Data —
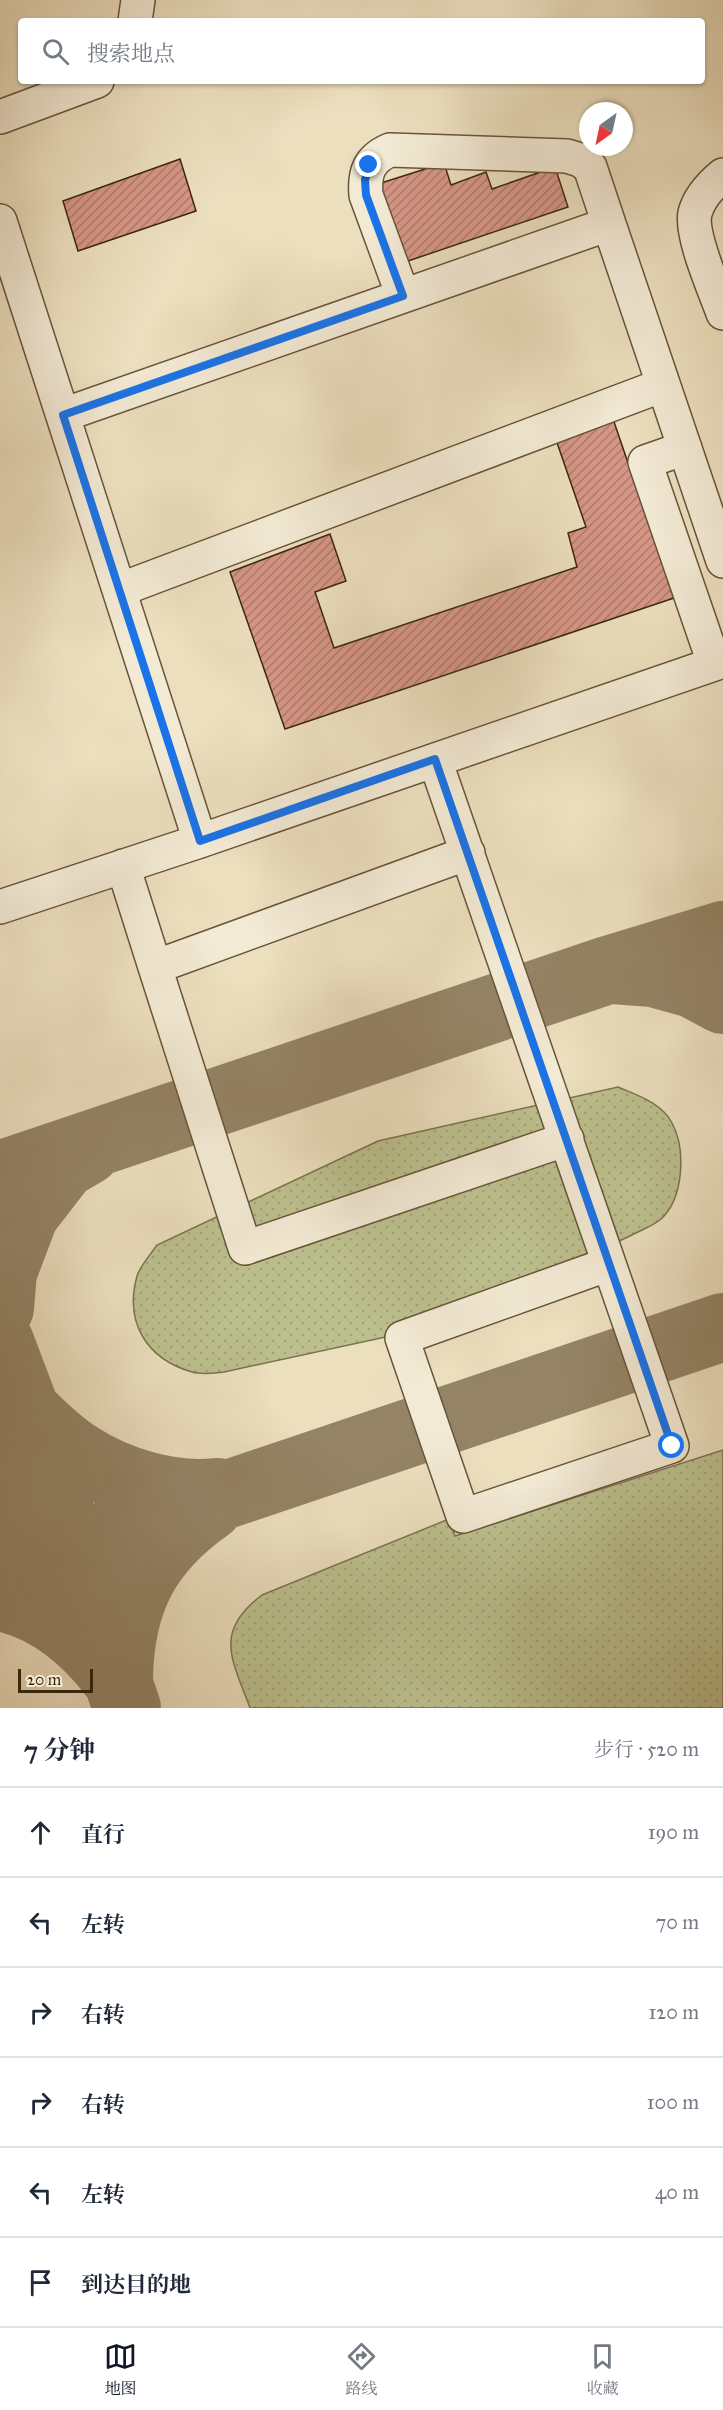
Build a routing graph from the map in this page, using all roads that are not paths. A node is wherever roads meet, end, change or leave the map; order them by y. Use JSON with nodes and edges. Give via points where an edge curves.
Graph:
{"nodes":[{"id":1,"x":138,"y":0,"type":"edge"},
{"id":2,"x":135,"y":18,"type":"edge"},
{"id":3,"x":89,"y":84,"type":"edge"},
{"id":4,"x":0,"y":117,"type":"edge"},
{"id":5,"x":723,"y":175,"type":"edge"},
{"id":6,"x":0,"y":221,"type":"edge"},
{"id":7,"x":609,"y":225,"type":"junction"},
{"id":8,"x":403,"y":296,"type":"junction"},
{"id":9,"x":723,"y":313,"type":"edge"},
{"id":10,"x":663,"y":385,"type":"junction"},
{"id":11,"x":63,"y":415,"type":"junction"},
{"id":12,"x":685,"y":448,"type":"junction"},
{"id":13,"x":713,"y":531,"type":"junction"},
{"id":14,"x":674,"y":543,"type":"junction"},
{"id":15,"x":723,"y":561,"type":"edge"},
{"id":16,"x":119,"y":590,"type":"junction"},
{"id":17,"x":718,"y":662,"type":"edge"},
{"id":18,"x":435,"y":759,"type":"junction"},
{"id":19,"x":200,"y":841,"type":"junction"},
{"id":20,"x":468,"y":854,"type":"junction"},
{"id":21,"x":123,"y":866,"type":"junction"},
{"id":22,"x":0,"y":907,"type":"edge"},
{"id":23,"x":155,"y":967,"type":"junction"},
{"id":24,"x":567,"y":1139,"type":"junction"},
{"id":25,"x":609,"y":1264,"type":"junction"}],
"edges":[{"from":1,"to":2,"type":"lane"},
{"from":3,"to":4,"type":"lane"},
{"from":5,"to":9,"type":"lane","via":[[709,189],[695,214],[698,241]]},
{"from":6,"to":11,"type":"lane"},
{"from":7,"to":8,"type":"lane"},
{"from":7,"to":8,"type":"lane","via":[[590,167],[580,160],[567,156],[390,150],[369,165],[365,188]]},
{"from":7,"to":10,"type":"lane"},
{"from":8,"to":11,"type":"lane"},
{"from":10,"to":12,"type":"lane"},
{"from":10,"to":16,"type":"lane"},
{"from":11,"to":16,"type":"lane"},
{"from":12,"to":13,"type":"lane"},
{"from":12,"to":14,"type":"lane","via":[[645,462]]},
{"from":13,"to":14,"type":"lane"},
{"from":13,"to":15,"type":"lane"},
{"from":14,"to":17,"type":"lane"},
{"from":16,"to":19,"type":"lane"},
{"from":17,"to":18,"type":"lane"},
{"from":18,"to":19,"type":"lane"},
{"from":18,"to":20,"type":"lane"},
{"from":19,"to":21,"type":"lane"},
{"from":20,"to":23,"type":"lane"},
{"from":20,"to":24,"type":"lane"},
{"from":21,"to":22,"type":"lane"},
{"from":21,"to":23,"type":"lane"},
{"from":23,"to":24,"type":"lane","via":[[245,1248]]},
{"from":24,"to":25,"type":"lane"},
{"from":25,"to":25,"type":"lane","via":[[672,1446],[463,1516],[402,1338]]}]}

Task to carry out — Each line of the data must be restated exactly, and the pictures must be left out.

Solution to this problem —
Build a routing graph from the map in this page, using all roads that are not paths. A node is wherever roads meet, end, change or leave the map; order them by y. Use JSON with nodes and edges. Give via points where an edge curves.
Graph:
{"nodes":[{"id":1,"x":138,"y":0,"type":"edge"},
{"id":2,"x":135,"y":18,"type":"edge"},
{"id":3,"x":89,"y":84,"type":"edge"},
{"id":4,"x":0,"y":117,"type":"edge"},
{"id":5,"x":723,"y":175,"type":"edge"},
{"id":6,"x":0,"y":221,"type":"edge"},
{"id":7,"x":609,"y":225,"type":"junction"},
{"id":8,"x":403,"y":296,"type":"junction"},
{"id":9,"x":723,"y":313,"type":"edge"},
{"id":10,"x":663,"y":385,"type":"junction"},
{"id":11,"x":63,"y":415,"type":"junction"},
{"id":12,"x":685,"y":448,"type":"junction"},
{"id":13,"x":713,"y":531,"type":"junction"},
{"id":14,"x":674,"y":543,"type":"junction"},
{"id":15,"x":723,"y":561,"type":"edge"},
{"id":16,"x":119,"y":590,"type":"junction"},
{"id":17,"x":718,"y":662,"type":"edge"},
{"id":18,"x":435,"y":759,"type":"junction"},
{"id":19,"x":200,"y":841,"type":"junction"},
{"id":20,"x":468,"y":854,"type":"junction"},
{"id":21,"x":123,"y":866,"type":"junction"},
{"id":22,"x":0,"y":907,"type":"edge"},
{"id":23,"x":155,"y":967,"type":"junction"},
{"id":24,"x":567,"y":1139,"type":"junction"},
{"id":25,"x":609,"y":1264,"type":"junction"}],
"edges":[{"from":1,"to":2,"type":"lane"},
{"from":3,"to":4,"type":"lane"},
{"from":5,"to":9,"type":"lane","via":[[709,189],[695,214],[698,241]]},
{"from":6,"to":11,"type":"lane"},
{"from":7,"to":8,"type":"lane"},
{"from":7,"to":8,"type":"lane","via":[[590,167],[580,160],[567,156],[390,150],[369,165],[365,188]]},
{"from":7,"to":10,"type":"lane"},
{"from":8,"to":11,"type":"lane"},
{"from":10,"to":12,"type":"lane"},
{"from":10,"to":16,"type":"lane"},
{"from":11,"to":16,"type":"lane"},
{"from":12,"to":13,"type":"lane"},
{"from":12,"to":14,"type":"lane","via":[[645,462]]},
{"from":13,"to":14,"type":"lane"},
{"from":13,"to":15,"type":"lane"},
{"from":14,"to":17,"type":"lane"},
{"from":16,"to":19,"type":"lane"},
{"from":17,"to":18,"type":"lane"},
{"from":18,"to":19,"type":"lane"},
{"from":18,"to":20,"type":"lane"},
{"from":19,"to":21,"type":"lane"},
{"from":20,"to":23,"type":"lane"},
{"from":20,"to":24,"type":"lane"},
{"from":21,"to":22,"type":"lane"},
{"from":21,"to":23,"type":"lane"},
{"from":23,"to":24,"type":"lane","via":[[245,1248]]},
{"from":24,"to":25,"type":"lane"},
{"from":25,"to":25,"type":"lane","via":[[672,1446],[463,1516],[402,1338]]}]}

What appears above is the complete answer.